Testimony of a North Korean prison camp survivor
One witness at the public hearings of the United Nations Commission of Inquiry on Human Rights in North Korea said that young male inmates in North Korean prison camps became so desperate for food they would eat live worms or snakes caught in the field to feel something in their stomachs.
“Because we saw so many people die, we became so used to it,” one prison camp survivor told the commission. “I’m sorry to say that we became so used to it that we didn’t feel anything. In North Korea, sometimes people on the verge of dying would ask for something to eat. Or when somebody died we would strip them naked and we would wear the clothes. Those alive have to go on, those dead, I’m sorry, but they’re dead.”
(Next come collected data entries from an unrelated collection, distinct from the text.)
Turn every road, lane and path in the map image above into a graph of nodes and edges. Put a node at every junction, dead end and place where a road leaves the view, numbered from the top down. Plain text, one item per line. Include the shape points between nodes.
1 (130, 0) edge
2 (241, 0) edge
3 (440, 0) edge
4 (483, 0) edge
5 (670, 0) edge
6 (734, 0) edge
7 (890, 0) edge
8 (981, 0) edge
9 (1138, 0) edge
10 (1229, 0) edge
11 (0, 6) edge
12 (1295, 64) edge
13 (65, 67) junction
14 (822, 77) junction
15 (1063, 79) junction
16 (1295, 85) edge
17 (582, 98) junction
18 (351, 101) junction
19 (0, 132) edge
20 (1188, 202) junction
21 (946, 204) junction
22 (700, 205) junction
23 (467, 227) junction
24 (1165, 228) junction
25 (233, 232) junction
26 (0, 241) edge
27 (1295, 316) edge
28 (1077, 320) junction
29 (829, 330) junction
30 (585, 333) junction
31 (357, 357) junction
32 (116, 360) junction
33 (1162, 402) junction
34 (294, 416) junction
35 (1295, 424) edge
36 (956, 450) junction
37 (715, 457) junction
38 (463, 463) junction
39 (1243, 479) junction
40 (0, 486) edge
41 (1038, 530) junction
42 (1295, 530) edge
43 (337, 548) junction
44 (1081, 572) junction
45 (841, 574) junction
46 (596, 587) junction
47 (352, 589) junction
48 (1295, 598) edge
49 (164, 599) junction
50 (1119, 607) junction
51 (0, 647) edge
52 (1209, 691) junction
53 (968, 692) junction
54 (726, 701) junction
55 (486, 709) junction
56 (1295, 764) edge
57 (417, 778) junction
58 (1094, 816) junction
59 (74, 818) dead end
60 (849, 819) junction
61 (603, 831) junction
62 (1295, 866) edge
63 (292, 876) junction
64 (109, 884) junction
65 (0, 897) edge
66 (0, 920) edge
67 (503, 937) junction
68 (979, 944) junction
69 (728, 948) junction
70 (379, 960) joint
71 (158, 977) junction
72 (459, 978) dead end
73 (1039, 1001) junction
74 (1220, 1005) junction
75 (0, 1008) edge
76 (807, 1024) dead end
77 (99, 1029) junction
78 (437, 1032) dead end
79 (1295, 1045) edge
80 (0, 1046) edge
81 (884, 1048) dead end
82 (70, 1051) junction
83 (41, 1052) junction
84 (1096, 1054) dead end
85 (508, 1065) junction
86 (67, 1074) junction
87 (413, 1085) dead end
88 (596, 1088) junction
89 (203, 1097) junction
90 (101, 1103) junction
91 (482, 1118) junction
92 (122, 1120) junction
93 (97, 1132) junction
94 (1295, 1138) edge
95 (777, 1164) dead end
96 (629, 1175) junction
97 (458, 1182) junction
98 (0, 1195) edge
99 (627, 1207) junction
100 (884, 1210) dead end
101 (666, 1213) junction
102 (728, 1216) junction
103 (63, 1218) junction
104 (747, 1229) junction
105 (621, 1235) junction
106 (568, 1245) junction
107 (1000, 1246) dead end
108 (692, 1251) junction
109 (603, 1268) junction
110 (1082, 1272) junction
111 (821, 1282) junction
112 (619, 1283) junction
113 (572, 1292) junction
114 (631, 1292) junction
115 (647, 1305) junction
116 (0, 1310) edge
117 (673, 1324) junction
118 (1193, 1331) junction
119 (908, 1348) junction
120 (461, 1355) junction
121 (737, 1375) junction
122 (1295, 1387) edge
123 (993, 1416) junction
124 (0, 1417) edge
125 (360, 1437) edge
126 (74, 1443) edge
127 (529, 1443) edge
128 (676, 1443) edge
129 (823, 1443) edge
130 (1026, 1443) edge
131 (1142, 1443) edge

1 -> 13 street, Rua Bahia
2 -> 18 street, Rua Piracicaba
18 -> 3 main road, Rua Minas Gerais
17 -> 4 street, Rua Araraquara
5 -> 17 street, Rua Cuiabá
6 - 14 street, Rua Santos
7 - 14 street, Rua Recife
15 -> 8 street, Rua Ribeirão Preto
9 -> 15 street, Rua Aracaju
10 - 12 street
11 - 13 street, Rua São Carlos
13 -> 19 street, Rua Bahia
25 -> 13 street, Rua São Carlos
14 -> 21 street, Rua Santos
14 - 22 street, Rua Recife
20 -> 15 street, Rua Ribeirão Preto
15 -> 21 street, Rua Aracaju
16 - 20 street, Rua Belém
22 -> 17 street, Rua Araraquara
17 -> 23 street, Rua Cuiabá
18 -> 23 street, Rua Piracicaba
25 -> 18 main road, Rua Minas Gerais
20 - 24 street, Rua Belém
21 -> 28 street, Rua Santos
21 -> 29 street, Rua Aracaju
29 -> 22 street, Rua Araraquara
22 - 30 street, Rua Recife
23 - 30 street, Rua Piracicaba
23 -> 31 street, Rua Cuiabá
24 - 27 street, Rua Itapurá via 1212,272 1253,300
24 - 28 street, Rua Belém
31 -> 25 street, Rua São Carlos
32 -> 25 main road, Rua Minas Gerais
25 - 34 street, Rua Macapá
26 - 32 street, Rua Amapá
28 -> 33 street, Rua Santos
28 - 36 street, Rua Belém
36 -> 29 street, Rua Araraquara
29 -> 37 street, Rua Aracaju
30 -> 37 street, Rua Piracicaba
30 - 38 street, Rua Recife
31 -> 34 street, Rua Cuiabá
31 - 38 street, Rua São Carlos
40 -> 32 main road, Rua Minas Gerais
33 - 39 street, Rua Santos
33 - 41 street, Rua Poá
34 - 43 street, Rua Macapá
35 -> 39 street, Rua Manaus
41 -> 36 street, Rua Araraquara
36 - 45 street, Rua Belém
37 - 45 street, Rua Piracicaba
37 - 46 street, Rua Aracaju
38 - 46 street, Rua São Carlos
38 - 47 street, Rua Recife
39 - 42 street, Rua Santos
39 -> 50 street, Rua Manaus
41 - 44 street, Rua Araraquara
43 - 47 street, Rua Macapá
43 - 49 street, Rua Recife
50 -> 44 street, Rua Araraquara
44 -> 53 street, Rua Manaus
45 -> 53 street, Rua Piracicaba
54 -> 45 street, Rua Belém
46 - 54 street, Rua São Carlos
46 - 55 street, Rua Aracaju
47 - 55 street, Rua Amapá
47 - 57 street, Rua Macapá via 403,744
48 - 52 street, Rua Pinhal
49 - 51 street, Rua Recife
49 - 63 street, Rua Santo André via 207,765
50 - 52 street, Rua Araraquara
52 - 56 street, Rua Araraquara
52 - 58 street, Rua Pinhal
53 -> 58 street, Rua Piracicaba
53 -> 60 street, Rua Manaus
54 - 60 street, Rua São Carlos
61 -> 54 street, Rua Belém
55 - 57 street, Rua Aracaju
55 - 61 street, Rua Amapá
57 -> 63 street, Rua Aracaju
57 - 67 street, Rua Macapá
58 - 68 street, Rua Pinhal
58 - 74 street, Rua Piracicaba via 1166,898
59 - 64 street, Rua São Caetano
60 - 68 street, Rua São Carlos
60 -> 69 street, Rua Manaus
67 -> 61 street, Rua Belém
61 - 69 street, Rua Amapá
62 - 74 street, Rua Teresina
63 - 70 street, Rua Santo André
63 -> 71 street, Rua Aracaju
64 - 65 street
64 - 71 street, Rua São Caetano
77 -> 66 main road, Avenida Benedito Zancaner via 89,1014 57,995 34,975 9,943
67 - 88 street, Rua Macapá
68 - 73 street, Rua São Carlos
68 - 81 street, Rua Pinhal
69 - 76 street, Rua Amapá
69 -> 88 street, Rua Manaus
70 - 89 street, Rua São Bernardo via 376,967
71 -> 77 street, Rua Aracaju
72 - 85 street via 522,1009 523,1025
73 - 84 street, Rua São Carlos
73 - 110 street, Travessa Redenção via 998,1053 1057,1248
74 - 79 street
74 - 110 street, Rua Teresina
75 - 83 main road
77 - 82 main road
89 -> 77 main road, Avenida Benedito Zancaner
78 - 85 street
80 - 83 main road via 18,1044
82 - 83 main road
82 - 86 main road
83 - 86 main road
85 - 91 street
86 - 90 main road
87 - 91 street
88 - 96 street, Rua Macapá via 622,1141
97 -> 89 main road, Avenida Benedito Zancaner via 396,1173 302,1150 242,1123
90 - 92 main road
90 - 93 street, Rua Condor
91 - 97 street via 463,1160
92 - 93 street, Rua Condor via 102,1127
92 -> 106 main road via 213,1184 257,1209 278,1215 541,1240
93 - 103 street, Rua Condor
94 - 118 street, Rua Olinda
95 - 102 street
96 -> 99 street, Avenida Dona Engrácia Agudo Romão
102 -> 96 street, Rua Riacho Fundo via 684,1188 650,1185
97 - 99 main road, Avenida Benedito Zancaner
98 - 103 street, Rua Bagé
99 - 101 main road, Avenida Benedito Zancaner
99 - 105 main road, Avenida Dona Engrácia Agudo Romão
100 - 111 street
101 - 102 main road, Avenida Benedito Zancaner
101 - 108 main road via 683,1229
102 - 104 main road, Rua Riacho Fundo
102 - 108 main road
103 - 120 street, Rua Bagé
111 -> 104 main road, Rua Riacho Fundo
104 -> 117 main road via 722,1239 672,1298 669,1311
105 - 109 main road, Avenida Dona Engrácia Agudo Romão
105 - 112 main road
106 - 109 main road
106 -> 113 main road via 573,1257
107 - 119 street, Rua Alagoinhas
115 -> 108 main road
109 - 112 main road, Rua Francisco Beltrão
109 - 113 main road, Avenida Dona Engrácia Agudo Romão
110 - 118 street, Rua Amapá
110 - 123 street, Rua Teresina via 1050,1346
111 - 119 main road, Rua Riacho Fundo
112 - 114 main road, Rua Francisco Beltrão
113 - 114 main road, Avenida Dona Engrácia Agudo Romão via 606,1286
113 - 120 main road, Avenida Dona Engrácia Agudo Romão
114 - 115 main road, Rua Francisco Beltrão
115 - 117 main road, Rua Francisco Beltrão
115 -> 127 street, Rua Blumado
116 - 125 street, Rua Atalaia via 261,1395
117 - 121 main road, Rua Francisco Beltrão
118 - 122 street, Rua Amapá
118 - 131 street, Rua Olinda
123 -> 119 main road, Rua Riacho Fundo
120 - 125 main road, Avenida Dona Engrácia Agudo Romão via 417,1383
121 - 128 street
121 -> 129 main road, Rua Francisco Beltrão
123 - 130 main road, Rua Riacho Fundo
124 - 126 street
Jee Heon A told the commission of her time in a North Korean prison. She was sent there after being repatriated from China. She befriended a young girl, named Kim Young Hee and became like a sister to her. While they were forced to work in the fields, they looked for a type of grass to eat, as their prison rations were not enough.
“We finished our work and we were about to pick up this grass or the plant that we knew we could eat,” Jee told the commission. “And then the guards saw us, and he came running and he stepped on our hands and then he brought us to this place and he told us to kneel.”
They were forced to eat the grass along with the root and the soil as punishment. Kim became increasingly sick with diarrhea after eating the soil.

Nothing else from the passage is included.